Meanwhile, patients can still sue plans in state court for malpractice claims or poor quality of care.
"What we've tried to do here is reach a middle ground. ... There's an emphasis on helping people before they get hurt as opposed to waiting until they suffer an irreparable injury and allowing them to sue," said Breaux.
However, at a news conference immediately after the one announcing the new bill, Sen. Ted Kennedy described it as "completely inadequate."
"This bill fails to provide the guarantees that all Americans will be covered, because it's riddled with loopholes," said Kennedy. He says if the measure passes, HMOs will still be able to decide who gets specialty care, and prescription drugs could be priced out of reach.
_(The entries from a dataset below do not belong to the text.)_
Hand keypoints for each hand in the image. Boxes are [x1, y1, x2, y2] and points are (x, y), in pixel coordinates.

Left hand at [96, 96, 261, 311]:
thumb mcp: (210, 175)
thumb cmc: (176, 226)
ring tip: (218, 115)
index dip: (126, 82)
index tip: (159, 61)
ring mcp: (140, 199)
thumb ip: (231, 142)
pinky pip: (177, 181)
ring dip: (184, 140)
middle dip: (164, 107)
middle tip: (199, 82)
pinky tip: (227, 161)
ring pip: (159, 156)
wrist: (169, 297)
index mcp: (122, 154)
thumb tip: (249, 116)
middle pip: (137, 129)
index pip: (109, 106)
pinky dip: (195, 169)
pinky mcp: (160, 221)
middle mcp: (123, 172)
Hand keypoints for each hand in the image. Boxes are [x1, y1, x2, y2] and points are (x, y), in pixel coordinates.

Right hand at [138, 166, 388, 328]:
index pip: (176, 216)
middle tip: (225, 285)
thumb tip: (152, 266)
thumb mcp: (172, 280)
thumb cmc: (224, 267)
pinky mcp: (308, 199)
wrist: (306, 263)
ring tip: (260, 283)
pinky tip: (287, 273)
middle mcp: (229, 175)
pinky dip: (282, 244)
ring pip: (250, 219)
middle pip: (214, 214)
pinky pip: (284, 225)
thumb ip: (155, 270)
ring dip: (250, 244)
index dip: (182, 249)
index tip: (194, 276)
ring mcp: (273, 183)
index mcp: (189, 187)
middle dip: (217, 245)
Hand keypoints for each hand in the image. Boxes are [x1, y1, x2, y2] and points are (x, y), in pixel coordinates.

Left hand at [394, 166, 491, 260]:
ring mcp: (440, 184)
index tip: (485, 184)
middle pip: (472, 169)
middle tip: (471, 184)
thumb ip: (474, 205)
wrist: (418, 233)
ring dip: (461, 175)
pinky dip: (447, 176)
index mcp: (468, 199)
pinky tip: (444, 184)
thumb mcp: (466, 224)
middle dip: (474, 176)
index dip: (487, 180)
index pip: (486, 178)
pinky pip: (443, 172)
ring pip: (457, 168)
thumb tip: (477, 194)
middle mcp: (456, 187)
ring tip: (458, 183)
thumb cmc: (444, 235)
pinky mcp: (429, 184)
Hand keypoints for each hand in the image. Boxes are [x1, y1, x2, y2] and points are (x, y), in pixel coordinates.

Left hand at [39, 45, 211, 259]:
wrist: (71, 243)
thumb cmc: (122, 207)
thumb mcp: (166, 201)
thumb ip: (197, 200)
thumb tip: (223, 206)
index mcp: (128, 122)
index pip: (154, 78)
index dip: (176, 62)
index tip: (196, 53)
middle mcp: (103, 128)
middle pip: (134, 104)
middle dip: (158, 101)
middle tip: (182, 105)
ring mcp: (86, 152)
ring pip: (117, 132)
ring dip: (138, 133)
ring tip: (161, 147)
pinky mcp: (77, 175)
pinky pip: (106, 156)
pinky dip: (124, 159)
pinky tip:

Kennedy also complained that the appeals process would be stacked in favor of HMOs since they would appoint the doctors who hear the appeals, and patients would have to go through legal gymnastics to get their case into court.
"It's a huge hole in their bill, that they don't have a truly independent external review process," said Sen. John Edwards (D-N.C.).
As to the president's threat to veto McCain-Kennedy if it got to his desk, Kennedy responded, "I'm convinced that whatever we pass here the president will sign." He claims to have a majority of senators on his bill.
Others on Capitol Hill, like Rep. Charlie Norwood (R-Ga.), who authored a tougher bill of rights measure that passed the House last year, also vowed to fight the new bipartisan measure.
Meanwhile, interest groups like the powerful American Medical Association reacted coolly to the proposal, and the American Association of Health Plans, which represents the major HMOs, expressed "serious concerns" about the new effort, which the HMO lobby said could be a "setback for efforts to improve the quality of health care for consumers."
"When you don't have the AMA and the trial lawyers on, and the health plans on, we're right in the middle, and probably right where we want to be," Frist tells WebMD.